Compared to earlier face recognition algorithms, DCNNs maintain high accuracy under different viewpoints and lighting conditions, demonstrating significant improvements.

The experimental results indicate that DCNNs surpass most human participants in all tested conditions, particularly in the challenging task of twin identification. This contrasts with the findings of the NIST, highlighting the importance of considering DCNN performance in different problem contexts. Human participants showed considerable individual variability, while the DCNN consistently maintained high performance without individual differences.
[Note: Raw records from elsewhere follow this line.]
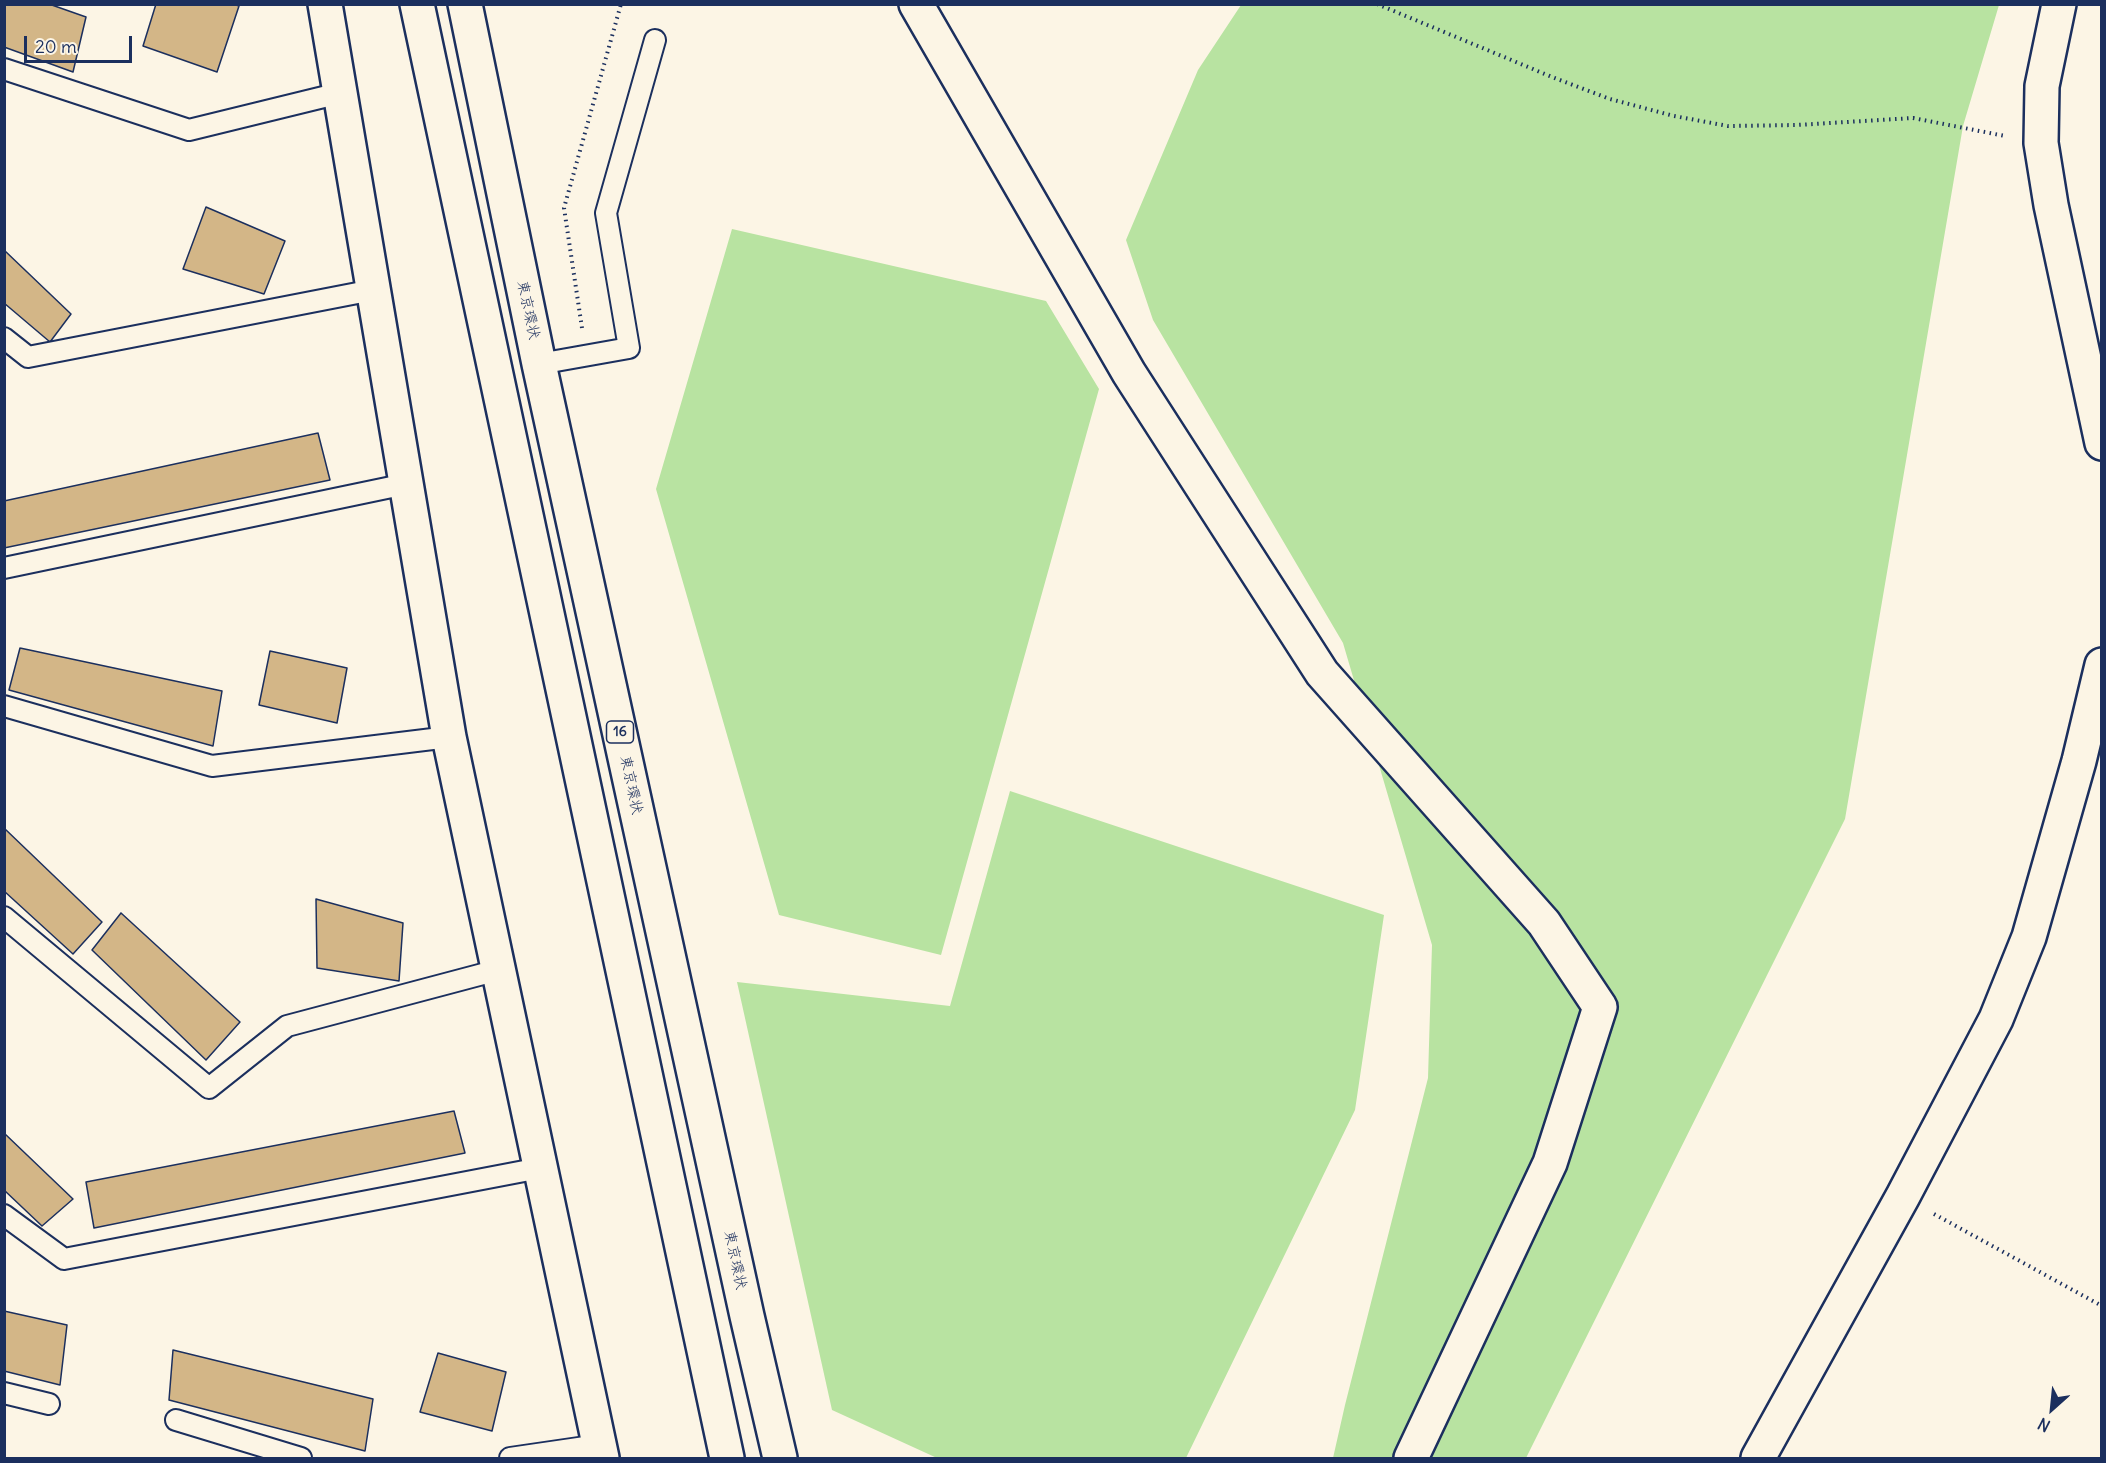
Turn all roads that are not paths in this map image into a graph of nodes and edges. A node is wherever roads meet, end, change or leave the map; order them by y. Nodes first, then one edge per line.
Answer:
1 (325, 4) edge
2 (417, 4) edge
3 (465, 4) edge
4 (916, 4) edge
5 (2059, 4) edge
6 (655, 40) dead end
7 (4, 69) edge
8 (340, 93) junction
9 (373, 290) junction
10 (4, 338) edge
11 (539, 364) junction
12 (2102, 443) edge
13 (406, 484) junction
14 (4, 568) edge
15 (2102, 665) edge
16 (4, 706) edge
17 (449, 737) junction
18 (4, 917) edge
19 (498, 970) junction
20 (540, 1168) junction
21 (4, 1215) edge
22 (4, 1393) edge
23 (49, 1404) dead end
24 (176, 1420) dead end
25 (600, 1452) edge
26 (301, 1458) edge
27 (510, 1458) edge
28 (727, 1458) edge
29 (780, 1458) edge
30 (1411, 1458) edge
31 (1758, 1458) edge

1 - 8 main road
2 - 28 main road
3 - 11 main road, 東京環状 / 16
4 - 30 main road
5 - 12 main road
6 - 11 lane
7 - 8 lane
8 - 9 main road
9 - 10 lane
9 - 13 main road
11 - 29 main road, 東京環状 / 16
13 - 14 lane
13 - 17 main road
15 - 31 main road
16 - 17 lane
17 - 19 main road
18 - 19 lane
19 - 20 main road
20 - 21 lane
20 - 25 main road
22 - 23 lane
24 - 26 lane
25 - 27 lane

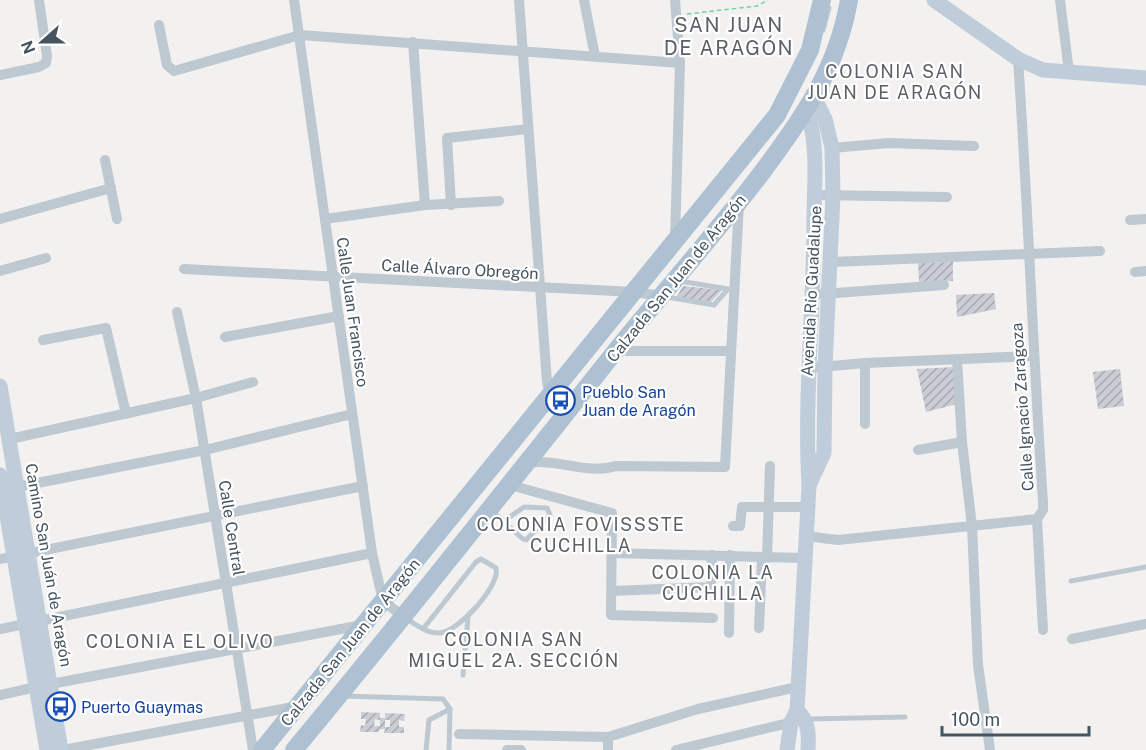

Future research should consider incorporating more identification information, including external features, and further explore the nature of facial representations generated by DCNNs to enhance the combined performance of humans and machines in twin identification tasks, which is especially important for challenging image matching tasks such as forensic applications.

Having reviewed this paper, we believe the most important conclusion is:

  • The performance of computer vision systems and humans is consistent, so exploring the mechanisms by which human experts identify twins can help improve computer vision systems.

Although we hoped the paper would provide solutions or architectures for solving the twin identification problem, it did not. However, since we've gone through it, we might as well record it here.